1. The upward momentum is difficult to contain: Once the upward momentum starts, it will not stop easily. Therefore, in the face of a large correction that may occur in the early stage, there is no need to panic and you should intervene bravely. However, be sure to avoid blindly seeking a lower buying point, otherwise you may miss the opportunity and go empty-handed.
2. The bull market fluctuates frequently, and positions need to be adjusted flexibly: In a bull market environment, the market tends to fluctuate rapidly. If your position is not fully occupied, you can patiently wait for an appropriate callback time, and then decisively increase your position. But please remember that it is not advisable to trade frequently, so as not to interfere with your mentality and final profit.

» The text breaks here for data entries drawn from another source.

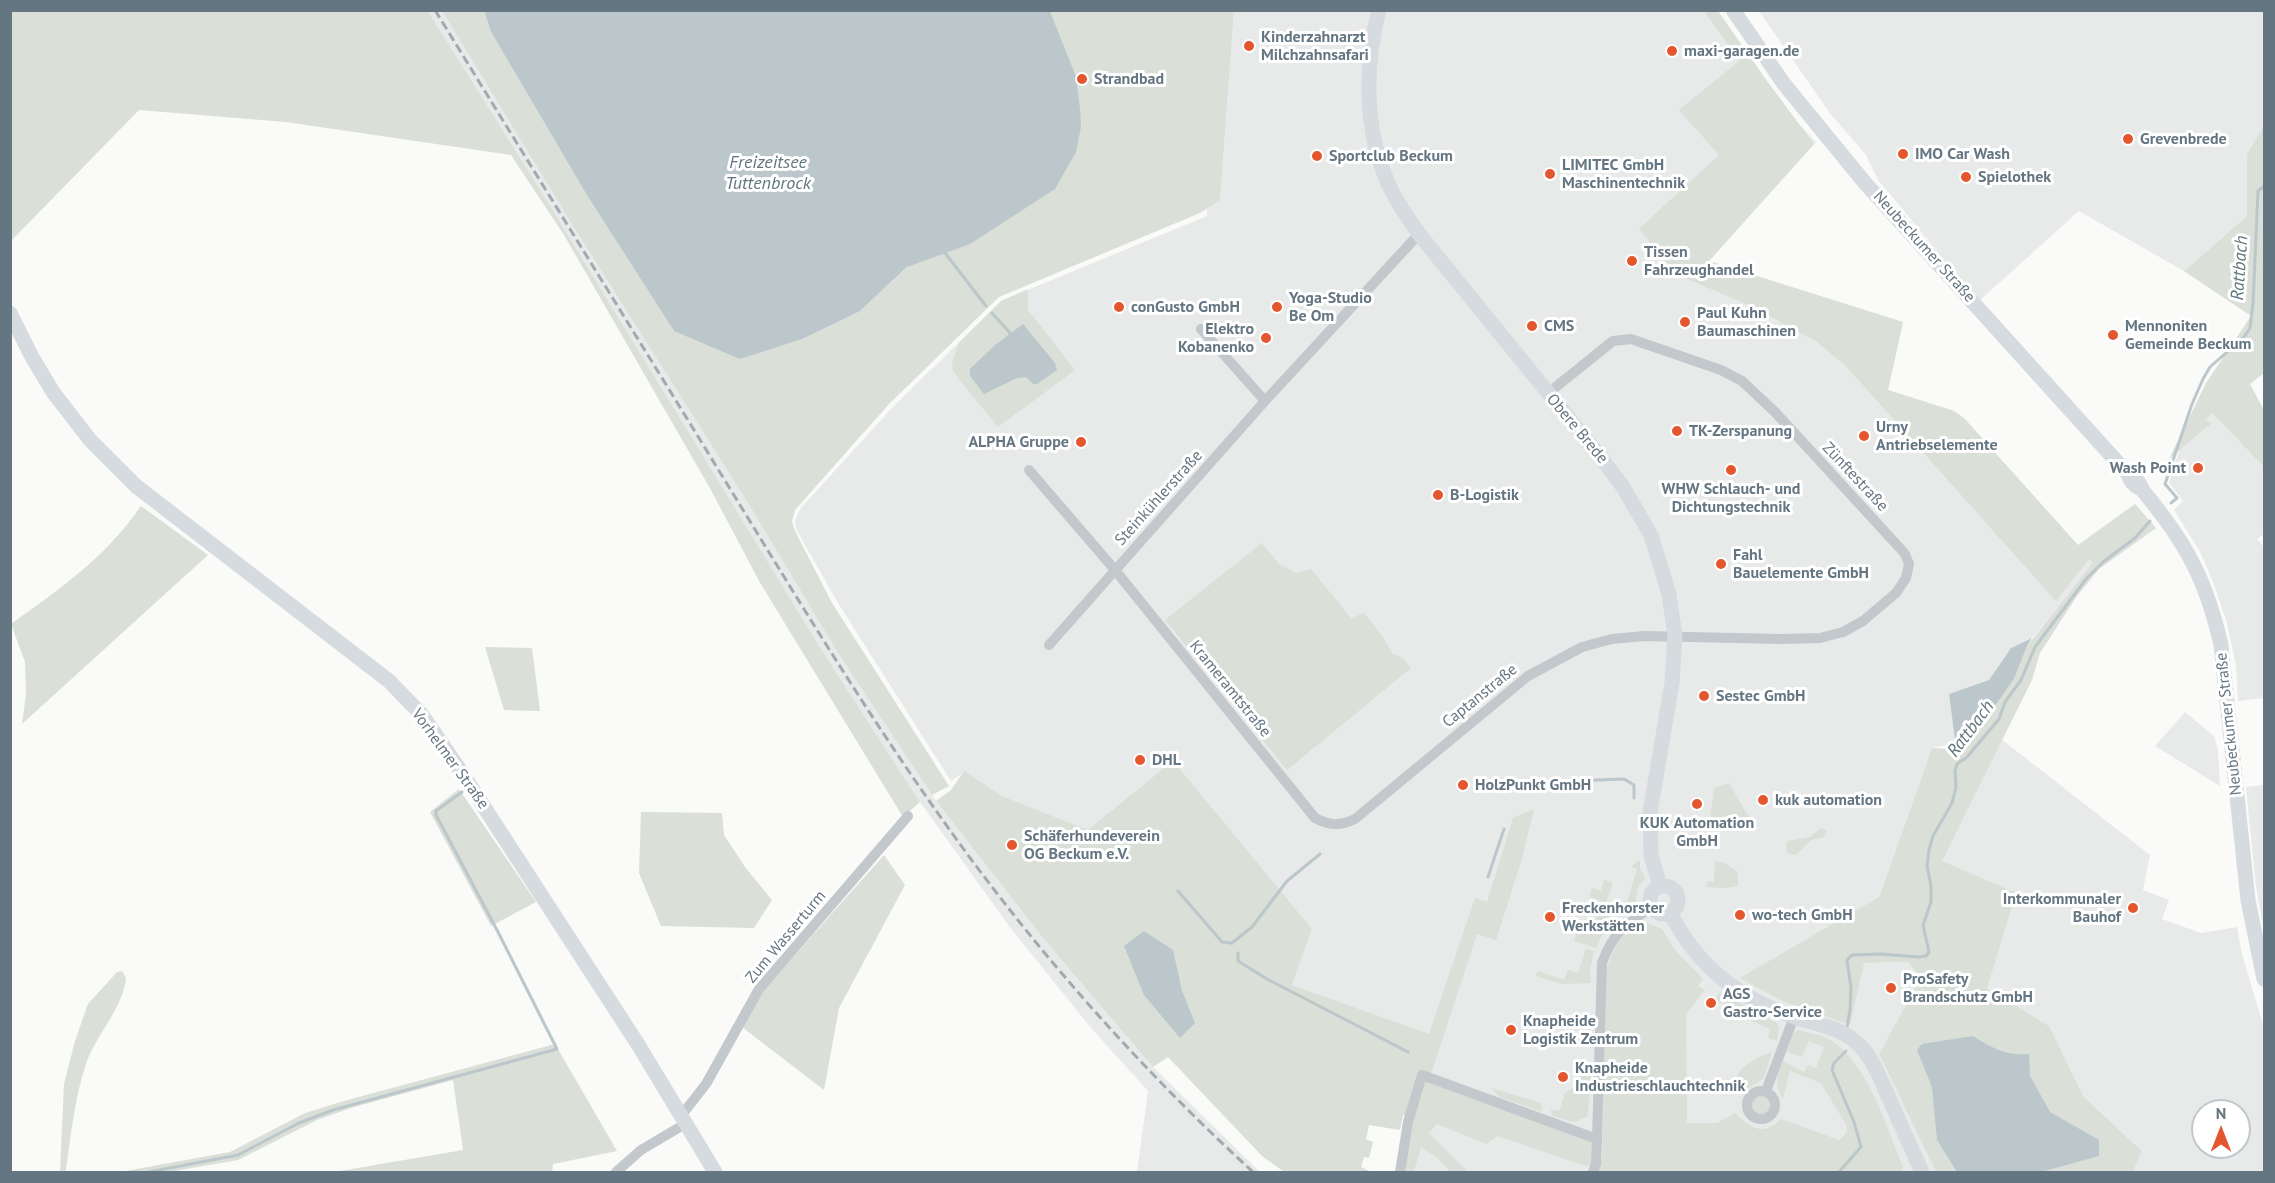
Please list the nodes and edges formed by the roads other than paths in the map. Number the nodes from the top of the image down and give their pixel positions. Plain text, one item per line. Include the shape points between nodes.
1 (1379, 10) edge
2 (1733, 10) edge
3 (1419, 234) junction
4 (10, 313) edge
5 (1201, 329) dead end
6 (1547, 394) junction
7 (1265, 401) junction
8 (1029, 470) dead end
9 (1115, 570) junction
10 (1675, 636) junction
11 (1049, 645) dead end
12 (908, 816) dead end
13 (1325, 823) joint
14 (1660, 886) junction
15 (1652, 907) junction
16 (1670, 912) junction
17 (2265, 979) edge
18 (1794, 1017) junction
19 (1766, 1091) dead end
20 (683, 1120) junction
21 (1598, 1139) junction
22 (616, 1173) edge
23 (715, 1173) edge
24 (1400, 1173) edge
25 (1593, 1173) edge
26 (1922, 1173) edge

1 - 3 street, Obere Brede via 1368,67 1371,124 1384,173
2 - 17 street, Neubeckumer Straße via 1784,84 1865,183 2128,474 2191,559 2203,581 2221,645 2248,900
3 - 6 street, Obere Brede
3 - 7 street, Steinkühlerstraße
4 - 20 street, Vorhelmer Straße via 53,392 90,440 136,486 389,681 422,715 542,894
5 - 7 street
6 - 10 street, Obere Brede via 1609,469 1651,535 1661,564
6 - 10 street, Zünftestraße via 1613,340 1622,338 1721,370 1742,381 1767,403 1898,545 1909,564 1906,578 1896,592 1863,621 1843,632 1821,638 1781,639
7 - 9 street, Steinkühlerstraße
8 - 9 street, Steinkühlerstraße
9 - 11 street
9 - 13 street, Krameramtstraße via 1315,818
10 - 13 street, Captanstraße via 1612,639 1582,646 1528,676 1355,819 1335,825
10 - 14 street, Obere Brede via 1672,683 1650,812 1651,855
12 - 20 street, Zum Wasserturm via 759,990
14 - 15 street via 1651,895
14 - 16 street via 1669,887 1677,895 1676,906
15 - 16 street via 1658,912
15 - 21 street via 1622,927 1602,963
16 - 18 street via 1701,961 1724,982
18 - 19 street
18 - 26 street via 1832,1028 1865,1051
20 - 22 street
20 - 23 street, Vorhelmer Straße
21 - 24 street via 1422,1075 1408,1122
21 - 25 street

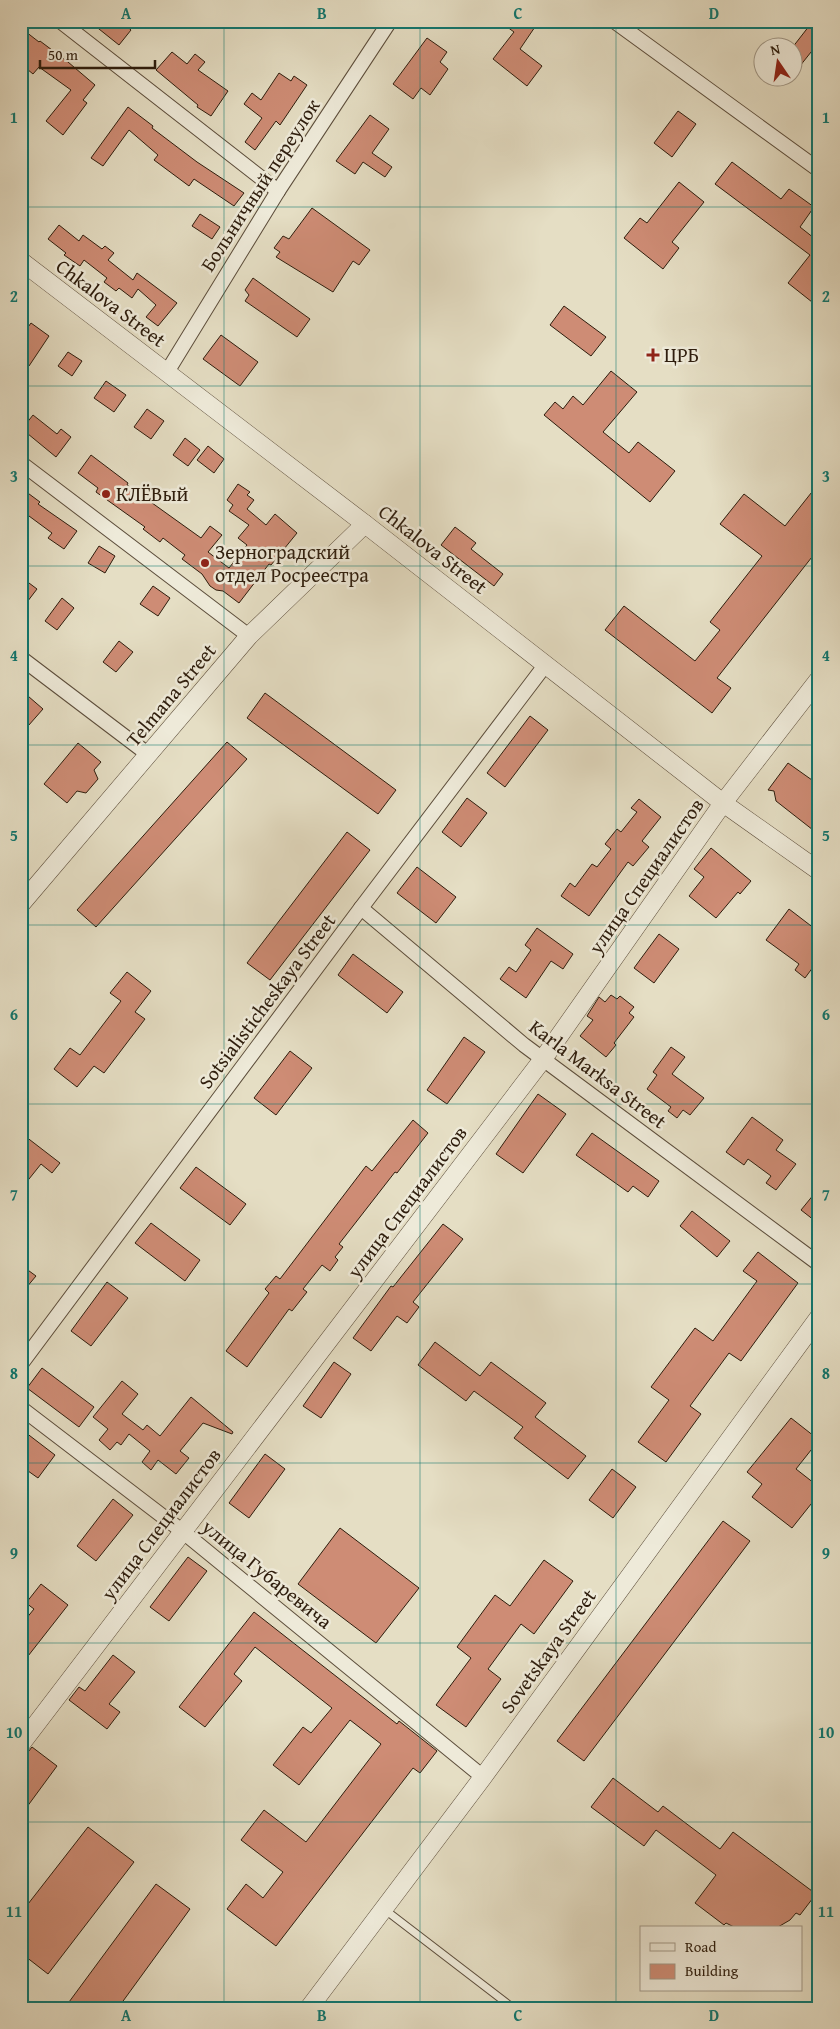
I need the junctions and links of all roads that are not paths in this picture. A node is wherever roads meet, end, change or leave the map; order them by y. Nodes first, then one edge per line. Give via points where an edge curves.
1 (60, 21) edge
2 (390, 21) edge
3 (614, 21) edge
4 (819, 170) edge
5 (278, 191) junction
6 (21, 261) edge
7 (167, 372) junction
8 (21, 463) edge
9 (365, 524) junction
10 (249, 636) junction
11 (21, 658) edge
12 (546, 664) junction
13 (819, 679) edge
14 (149, 755) junction
15 (723, 803) junction
16 (819, 871) edge
17 (21, 904) edge
18 (361, 908) junction
19 (543, 1059) junction
20 (819, 1264) edge
21 (819, 1317) edge
22 (21, 1364) edge
23 (21, 1408) edge
24 (182, 1531) junction
25 (21, 1744) edge
26 (482, 1777) junction
27 (384, 1909) junction
28 (309, 2008) edge
29 (513, 2008) edge

1 - 5 street
2 - 5 street, Больничный переулок
3 - 4 street
5 - 7 street, Больничный переулок
6 - 7 street, Chkalova Street
7 - 9 street, Chkalova Street
8 - 10 street
9 - 10 street, Telmana Street
9 - 12 street, Chkalova Street
10 - 14 street, Telmana Street
11 - 14 street
12 - 15 street, Chkalova Street
12 - 18 street, Sotsialisticheskaya Street
13 - 15 street, улица Специалистов
14 - 17 street, Telmana Street
15 - 16 street, Chkalova Street
15 - 19 street, улица Специалистов
18 - 19 street, Karla Marksa Street
18 - 22 street, Sotsialisticheskaya Street
19 - 20 street, Karla Marksa Street
19 - 24 street, улица Специалистов
21 - 26 street, Sovetskaya Street
23 - 24 street, улица Губаревича
24 - 25 street, улица Специалистов
24 - 26 street, улица Губаревича
26 - 27 street, Sovetskaya Street
27 - 28 street, Sovetskaya Street
27 - 29 lane

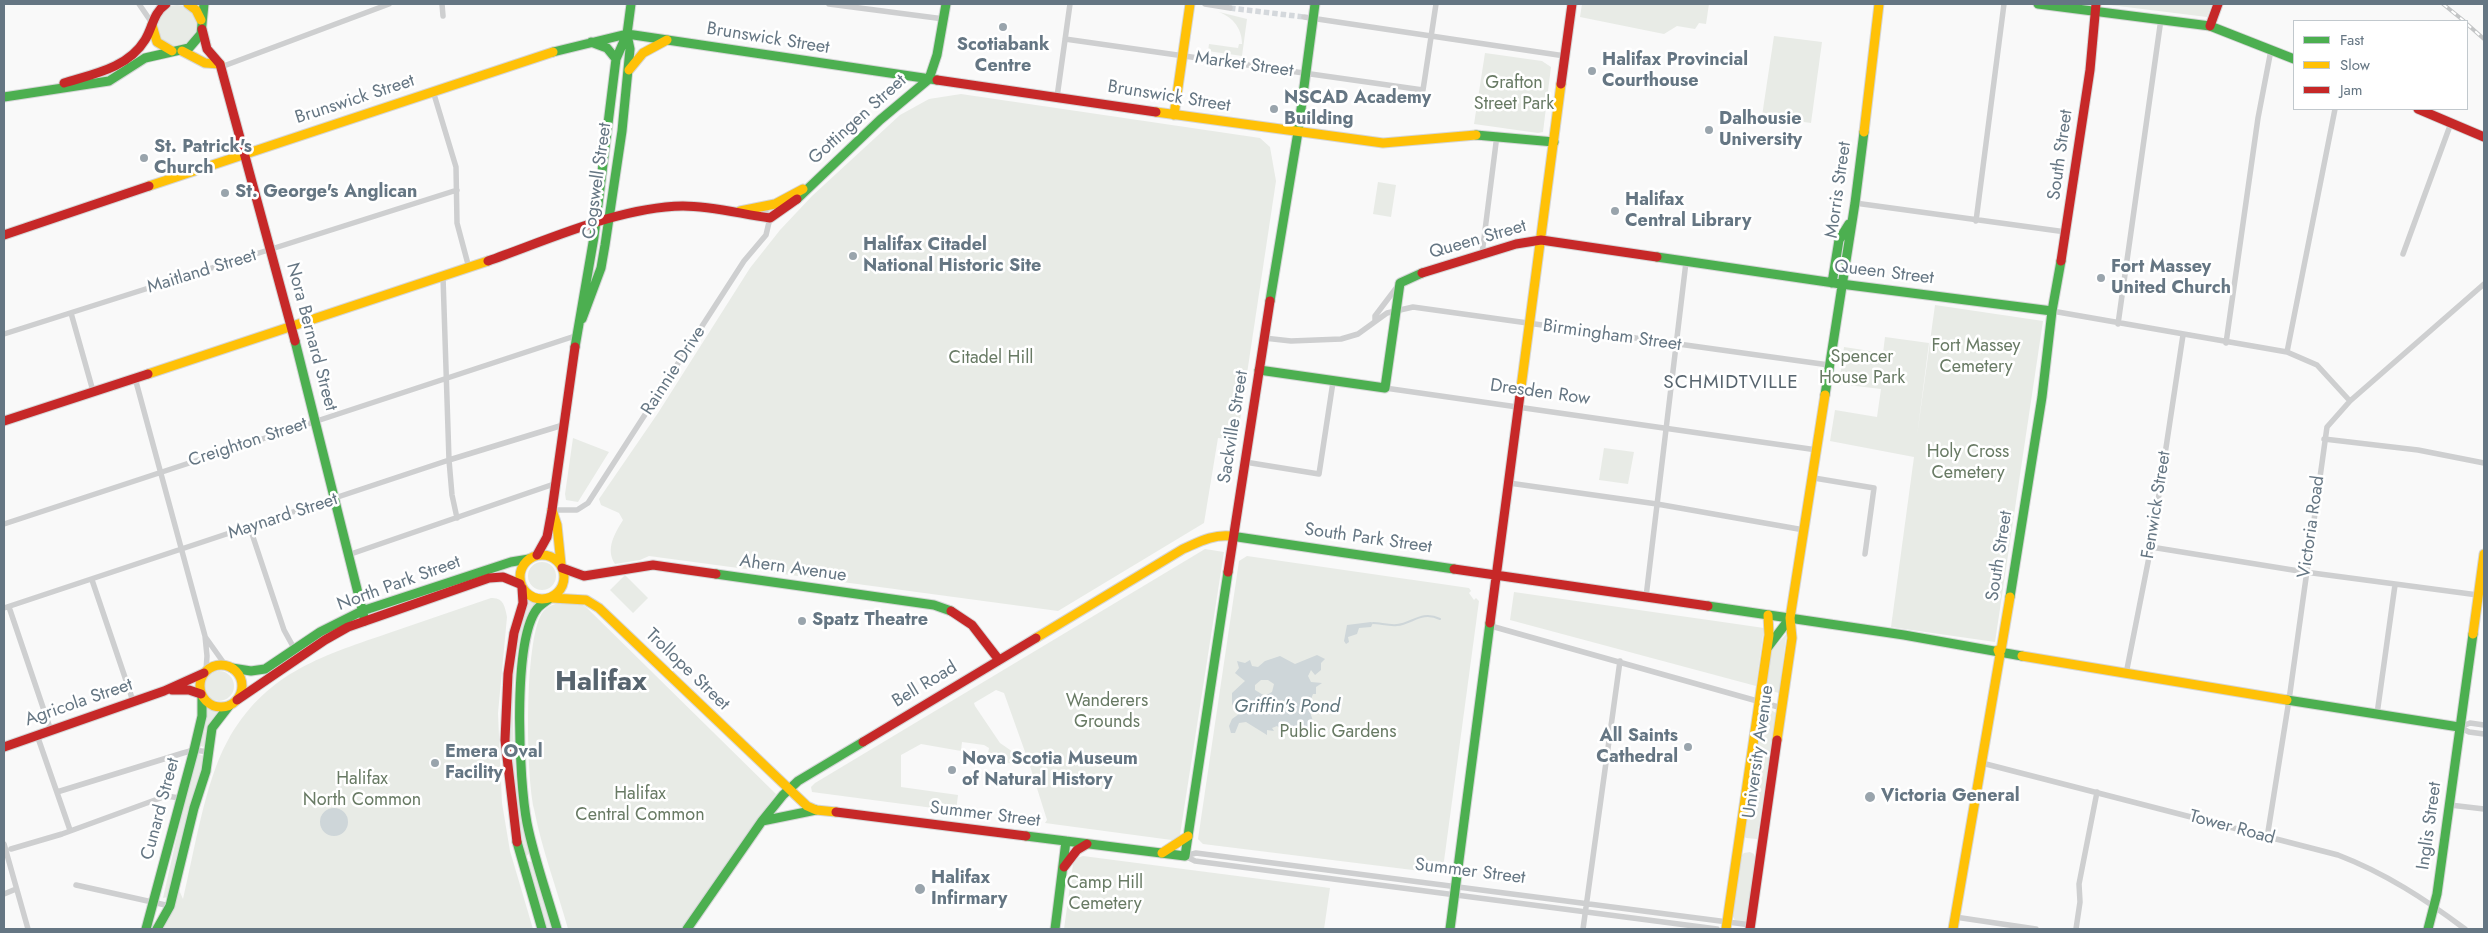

3. Diversify your investments to reduce risk: When investing in cryptocurrencies, the wisest approach is to diversify your investments into multiple key areas. This will prevent the overall returns from being dragged down by a lack of activity in a certain area in the short term. Of course, you also need to allocate funds reasonably based on your own risk tolerance and the actual market conditions.
4. Hold on and wait for rotation: Once you decide to invest in a certain currency, you must hold on and not be easily shaken by short-term market fluctuations. Because in a bull market, each currency has the opportunity to rise in turn, as long as you can hold on to the end, there will always be a chance to get considerable returns.
5. Opportunities hidden in market disagreements: When there are disagreements in the market, it often means the arrival of opportunities. Those currencies that are criticized by everyone may be potential investment opportunities. When everyone is optimistic about them, it may be a signal that risks are about to come.
6. Avoid short-term trading: When trading cryptocurrencies, try to avoid frequent short-term buy-low-sell-high operations. Once you quit, you may find it difficult to return to the market. On the contrary, long-term holding can often bring more stable returns.
7. Stay calm and patient: In a bull market, callbacks are inevitable. But as long as you don’t hold low-quality coins, even the worst coins can achieve several times or even dozens of times the returns in a bull market. Therefore, you need to stay calm and wait patiently for the market to rotate.